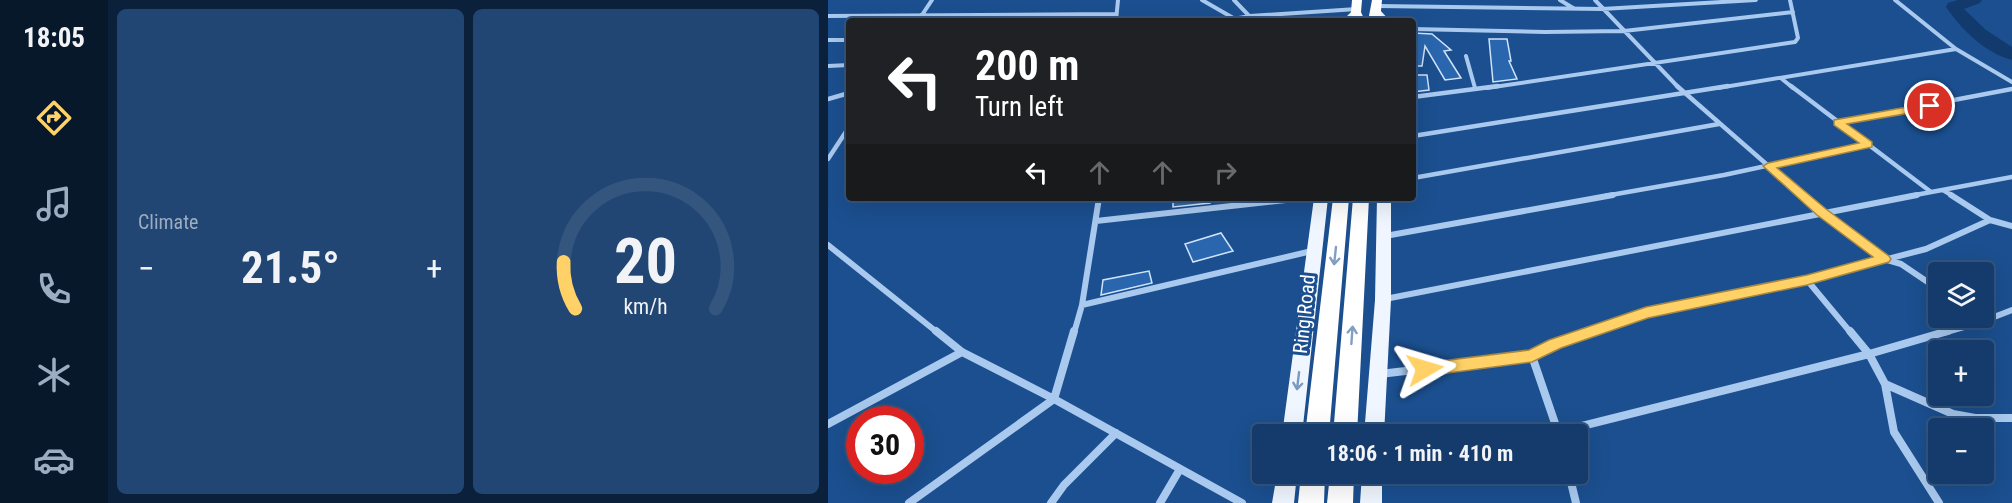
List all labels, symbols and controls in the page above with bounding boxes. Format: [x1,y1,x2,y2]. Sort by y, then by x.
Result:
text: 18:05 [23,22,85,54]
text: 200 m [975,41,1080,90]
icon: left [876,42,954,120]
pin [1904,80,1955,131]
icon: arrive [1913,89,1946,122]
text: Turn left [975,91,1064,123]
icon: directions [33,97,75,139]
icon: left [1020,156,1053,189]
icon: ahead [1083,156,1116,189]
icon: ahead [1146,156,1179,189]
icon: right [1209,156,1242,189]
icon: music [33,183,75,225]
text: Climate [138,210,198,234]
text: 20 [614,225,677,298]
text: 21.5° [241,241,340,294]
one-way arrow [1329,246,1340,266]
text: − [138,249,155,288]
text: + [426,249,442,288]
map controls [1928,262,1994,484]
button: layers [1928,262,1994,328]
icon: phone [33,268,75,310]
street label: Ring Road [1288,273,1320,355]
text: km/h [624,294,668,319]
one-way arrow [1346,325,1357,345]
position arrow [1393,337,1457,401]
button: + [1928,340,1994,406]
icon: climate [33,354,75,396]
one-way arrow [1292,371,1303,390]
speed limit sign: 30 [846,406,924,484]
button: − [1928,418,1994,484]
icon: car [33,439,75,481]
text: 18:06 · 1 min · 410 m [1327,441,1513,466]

_Exercise brief_
Produce a word-for-word version of the material, with no pictures included.

_Finished task_
List all labels, symbols and controls in the page above with bounding boxes. Format: [x1,y1,x2,y2]. Sort by y, then by x.
Result:
text: 18:05 [23,22,85,54]
text: 200 m [975,41,1080,90]
icon: left [876,42,954,120]
pin [1904,80,1955,131]
icon: arrive [1913,89,1946,122]
text: Turn left [975,91,1064,123]
icon: directions [33,97,75,139]
icon: left [1020,156,1053,189]
icon: ahead [1083,156,1116,189]
icon: ahead [1146,156,1179,189]
icon: right [1209,156,1242,189]
icon: music [33,183,75,225]
text: Climate [138,210,198,234]
text: 20 [614,225,677,298]
text: 21.5° [241,241,340,294]
one-way arrow [1329,246,1340,266]
text: − [138,249,155,288]
text: + [426,249,442,288]
map controls [1928,262,1994,484]
button: layers [1928,262,1994,328]
icon: phone [33,268,75,310]
street label: Ring Road [1288,273,1320,355]
text: km/h [624,294,668,319]
one-way arrow [1346,325,1357,345]
position arrow [1393,337,1457,401]
button: + [1928,340,1994,406]
icon: climate [33,354,75,396]
one-way arrow [1292,371,1303,390]
speed limit sign: 30 [846,406,924,484]
button: − [1928,418,1994,484]
icon: car [33,439,75,481]
text: 18:06 · 1 min · 410 m [1327,441,1513,466]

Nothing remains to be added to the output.